====== Input data
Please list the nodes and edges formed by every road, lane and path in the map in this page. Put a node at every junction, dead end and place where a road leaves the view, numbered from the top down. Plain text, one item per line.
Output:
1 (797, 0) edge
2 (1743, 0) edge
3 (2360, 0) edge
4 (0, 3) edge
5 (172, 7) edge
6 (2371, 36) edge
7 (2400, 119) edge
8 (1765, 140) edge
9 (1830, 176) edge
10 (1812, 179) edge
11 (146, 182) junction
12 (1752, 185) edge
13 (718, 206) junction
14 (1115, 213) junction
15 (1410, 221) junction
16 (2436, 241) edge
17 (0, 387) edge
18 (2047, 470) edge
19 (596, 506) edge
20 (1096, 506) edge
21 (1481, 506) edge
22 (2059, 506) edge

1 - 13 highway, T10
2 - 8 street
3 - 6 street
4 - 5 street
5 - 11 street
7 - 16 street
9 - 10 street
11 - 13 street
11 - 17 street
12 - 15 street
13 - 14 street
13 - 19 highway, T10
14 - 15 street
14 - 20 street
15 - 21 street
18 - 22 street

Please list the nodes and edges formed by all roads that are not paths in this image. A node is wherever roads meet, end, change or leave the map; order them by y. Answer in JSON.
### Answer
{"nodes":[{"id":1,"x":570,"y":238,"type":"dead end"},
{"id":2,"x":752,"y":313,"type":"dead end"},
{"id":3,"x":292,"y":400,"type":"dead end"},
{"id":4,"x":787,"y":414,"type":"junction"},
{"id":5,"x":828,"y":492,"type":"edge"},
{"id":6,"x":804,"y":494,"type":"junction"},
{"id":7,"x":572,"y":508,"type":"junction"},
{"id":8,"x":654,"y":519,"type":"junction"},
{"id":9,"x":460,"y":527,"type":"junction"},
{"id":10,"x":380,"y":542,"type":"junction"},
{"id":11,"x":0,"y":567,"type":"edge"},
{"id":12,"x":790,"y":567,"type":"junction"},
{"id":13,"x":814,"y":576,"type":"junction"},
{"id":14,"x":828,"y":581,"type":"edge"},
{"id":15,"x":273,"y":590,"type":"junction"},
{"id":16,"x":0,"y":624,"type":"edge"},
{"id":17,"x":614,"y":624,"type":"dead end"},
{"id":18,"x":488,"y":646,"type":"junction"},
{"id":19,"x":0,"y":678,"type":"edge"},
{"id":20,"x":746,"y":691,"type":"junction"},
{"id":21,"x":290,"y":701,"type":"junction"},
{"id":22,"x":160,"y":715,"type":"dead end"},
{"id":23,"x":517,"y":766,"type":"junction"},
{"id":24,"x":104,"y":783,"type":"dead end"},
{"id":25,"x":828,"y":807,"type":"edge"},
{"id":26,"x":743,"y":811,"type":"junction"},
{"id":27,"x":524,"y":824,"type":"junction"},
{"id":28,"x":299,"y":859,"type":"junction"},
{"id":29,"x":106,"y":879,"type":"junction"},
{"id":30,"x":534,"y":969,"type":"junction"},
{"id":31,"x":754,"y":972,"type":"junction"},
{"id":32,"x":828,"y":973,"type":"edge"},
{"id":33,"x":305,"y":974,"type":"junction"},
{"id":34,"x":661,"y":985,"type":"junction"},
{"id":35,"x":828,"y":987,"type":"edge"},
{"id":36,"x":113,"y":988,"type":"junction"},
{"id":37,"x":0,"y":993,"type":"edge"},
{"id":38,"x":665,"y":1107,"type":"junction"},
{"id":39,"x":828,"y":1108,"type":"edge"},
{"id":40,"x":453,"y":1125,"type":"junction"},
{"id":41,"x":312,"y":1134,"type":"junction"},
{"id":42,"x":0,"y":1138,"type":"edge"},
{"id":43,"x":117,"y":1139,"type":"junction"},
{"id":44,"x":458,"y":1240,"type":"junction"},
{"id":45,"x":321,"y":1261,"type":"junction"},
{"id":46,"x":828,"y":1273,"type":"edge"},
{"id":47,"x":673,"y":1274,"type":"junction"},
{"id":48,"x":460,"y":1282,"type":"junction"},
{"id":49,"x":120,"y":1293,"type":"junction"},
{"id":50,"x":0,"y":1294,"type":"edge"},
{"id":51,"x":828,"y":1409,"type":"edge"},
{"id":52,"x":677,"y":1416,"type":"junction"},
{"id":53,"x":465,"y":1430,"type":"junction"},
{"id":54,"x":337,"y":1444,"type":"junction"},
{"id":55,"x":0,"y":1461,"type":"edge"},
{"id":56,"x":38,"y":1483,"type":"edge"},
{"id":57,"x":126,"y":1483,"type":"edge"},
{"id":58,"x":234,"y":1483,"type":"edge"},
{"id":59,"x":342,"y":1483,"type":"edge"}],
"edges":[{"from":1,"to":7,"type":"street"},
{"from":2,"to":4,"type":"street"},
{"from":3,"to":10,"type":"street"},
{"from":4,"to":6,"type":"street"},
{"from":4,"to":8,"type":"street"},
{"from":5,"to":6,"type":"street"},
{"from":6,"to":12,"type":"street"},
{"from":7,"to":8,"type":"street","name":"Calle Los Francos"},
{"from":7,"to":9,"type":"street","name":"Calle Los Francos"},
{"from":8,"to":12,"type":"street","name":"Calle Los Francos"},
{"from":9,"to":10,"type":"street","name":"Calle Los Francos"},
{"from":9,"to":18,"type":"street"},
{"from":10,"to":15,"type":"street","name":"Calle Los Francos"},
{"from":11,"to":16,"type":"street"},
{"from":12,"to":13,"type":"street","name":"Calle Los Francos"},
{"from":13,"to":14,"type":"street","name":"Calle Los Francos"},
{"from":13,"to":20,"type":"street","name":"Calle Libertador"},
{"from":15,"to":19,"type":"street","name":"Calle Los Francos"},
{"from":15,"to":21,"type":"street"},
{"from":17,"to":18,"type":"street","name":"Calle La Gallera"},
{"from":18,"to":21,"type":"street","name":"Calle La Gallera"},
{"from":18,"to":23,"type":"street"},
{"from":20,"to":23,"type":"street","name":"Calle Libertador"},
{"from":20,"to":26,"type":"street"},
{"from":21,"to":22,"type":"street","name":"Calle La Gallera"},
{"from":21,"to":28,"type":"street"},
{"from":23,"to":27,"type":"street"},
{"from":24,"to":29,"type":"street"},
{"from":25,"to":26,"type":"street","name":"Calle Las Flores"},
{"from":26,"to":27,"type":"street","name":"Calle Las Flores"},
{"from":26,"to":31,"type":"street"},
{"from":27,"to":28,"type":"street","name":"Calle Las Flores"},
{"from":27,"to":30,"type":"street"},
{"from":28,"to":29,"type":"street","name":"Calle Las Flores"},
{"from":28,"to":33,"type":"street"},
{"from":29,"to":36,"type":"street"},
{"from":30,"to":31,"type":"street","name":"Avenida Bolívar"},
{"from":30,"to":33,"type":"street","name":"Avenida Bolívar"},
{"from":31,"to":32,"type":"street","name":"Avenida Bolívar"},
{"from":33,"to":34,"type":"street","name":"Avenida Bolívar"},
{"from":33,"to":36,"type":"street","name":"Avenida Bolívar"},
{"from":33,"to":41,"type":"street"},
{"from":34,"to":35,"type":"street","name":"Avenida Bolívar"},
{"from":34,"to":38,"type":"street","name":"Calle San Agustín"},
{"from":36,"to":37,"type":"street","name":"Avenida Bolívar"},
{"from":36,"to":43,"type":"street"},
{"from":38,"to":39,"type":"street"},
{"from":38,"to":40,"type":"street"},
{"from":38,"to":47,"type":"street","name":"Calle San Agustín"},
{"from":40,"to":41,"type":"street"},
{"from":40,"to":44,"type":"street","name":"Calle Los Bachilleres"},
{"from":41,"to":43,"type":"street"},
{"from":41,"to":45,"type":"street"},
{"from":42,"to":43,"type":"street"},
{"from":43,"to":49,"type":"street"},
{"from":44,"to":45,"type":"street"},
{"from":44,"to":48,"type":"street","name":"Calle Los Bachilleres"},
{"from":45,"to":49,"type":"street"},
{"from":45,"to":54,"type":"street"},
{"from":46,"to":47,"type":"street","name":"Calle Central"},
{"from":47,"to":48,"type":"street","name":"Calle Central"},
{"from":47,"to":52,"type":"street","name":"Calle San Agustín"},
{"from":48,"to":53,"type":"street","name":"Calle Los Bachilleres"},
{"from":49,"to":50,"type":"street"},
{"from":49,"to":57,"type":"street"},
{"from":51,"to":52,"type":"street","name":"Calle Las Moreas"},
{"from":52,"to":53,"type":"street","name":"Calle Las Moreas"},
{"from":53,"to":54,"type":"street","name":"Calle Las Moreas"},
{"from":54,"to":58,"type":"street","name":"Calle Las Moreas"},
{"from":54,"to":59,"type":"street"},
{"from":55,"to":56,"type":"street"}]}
============
====== Input data
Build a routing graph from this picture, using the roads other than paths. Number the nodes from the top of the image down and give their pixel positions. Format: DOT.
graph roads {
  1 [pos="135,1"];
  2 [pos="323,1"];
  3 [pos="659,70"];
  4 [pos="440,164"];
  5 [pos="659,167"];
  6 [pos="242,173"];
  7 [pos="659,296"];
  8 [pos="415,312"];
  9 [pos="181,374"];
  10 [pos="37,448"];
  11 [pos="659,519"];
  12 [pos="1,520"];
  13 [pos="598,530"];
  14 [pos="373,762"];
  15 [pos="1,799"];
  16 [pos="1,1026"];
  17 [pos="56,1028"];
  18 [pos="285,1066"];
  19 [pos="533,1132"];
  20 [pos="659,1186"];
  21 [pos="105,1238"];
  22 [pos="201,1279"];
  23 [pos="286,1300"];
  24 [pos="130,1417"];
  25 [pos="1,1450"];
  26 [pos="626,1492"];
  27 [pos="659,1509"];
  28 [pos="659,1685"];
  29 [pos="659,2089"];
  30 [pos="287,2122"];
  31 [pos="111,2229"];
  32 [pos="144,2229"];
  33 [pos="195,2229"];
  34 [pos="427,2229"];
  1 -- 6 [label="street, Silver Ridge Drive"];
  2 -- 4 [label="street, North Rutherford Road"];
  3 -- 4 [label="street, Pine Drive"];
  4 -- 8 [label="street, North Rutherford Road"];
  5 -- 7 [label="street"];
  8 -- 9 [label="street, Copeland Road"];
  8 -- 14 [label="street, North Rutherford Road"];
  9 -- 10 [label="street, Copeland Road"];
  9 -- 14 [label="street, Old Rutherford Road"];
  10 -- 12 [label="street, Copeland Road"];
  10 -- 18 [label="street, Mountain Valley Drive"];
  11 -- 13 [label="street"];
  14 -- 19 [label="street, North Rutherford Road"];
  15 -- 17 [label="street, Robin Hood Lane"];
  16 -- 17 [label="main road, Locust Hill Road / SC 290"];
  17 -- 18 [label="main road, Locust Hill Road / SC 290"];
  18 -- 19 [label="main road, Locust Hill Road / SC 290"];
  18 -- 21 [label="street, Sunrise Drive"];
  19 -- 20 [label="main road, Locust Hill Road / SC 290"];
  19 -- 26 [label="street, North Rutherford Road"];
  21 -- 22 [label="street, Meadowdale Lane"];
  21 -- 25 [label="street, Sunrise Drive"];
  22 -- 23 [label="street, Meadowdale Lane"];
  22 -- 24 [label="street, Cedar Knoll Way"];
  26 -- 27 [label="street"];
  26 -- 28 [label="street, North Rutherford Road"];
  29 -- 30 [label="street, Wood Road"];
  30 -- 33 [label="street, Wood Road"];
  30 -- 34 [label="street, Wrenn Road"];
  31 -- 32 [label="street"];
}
============
Task goal – Copy each line from the records above that includes the string "formed".

Written answer –
Please list the nodes and edges formed by every road, lane and path in the map in this page. Put a node at every junction, dead end and place where a road leaves the view, numbered from the top down. Plain text, one item per line.
Please list the nodes and edges formed by all roads that are not paths in this image. A node is wherever roads meet, end, change or leave the map; order them by y. Answer in JSON.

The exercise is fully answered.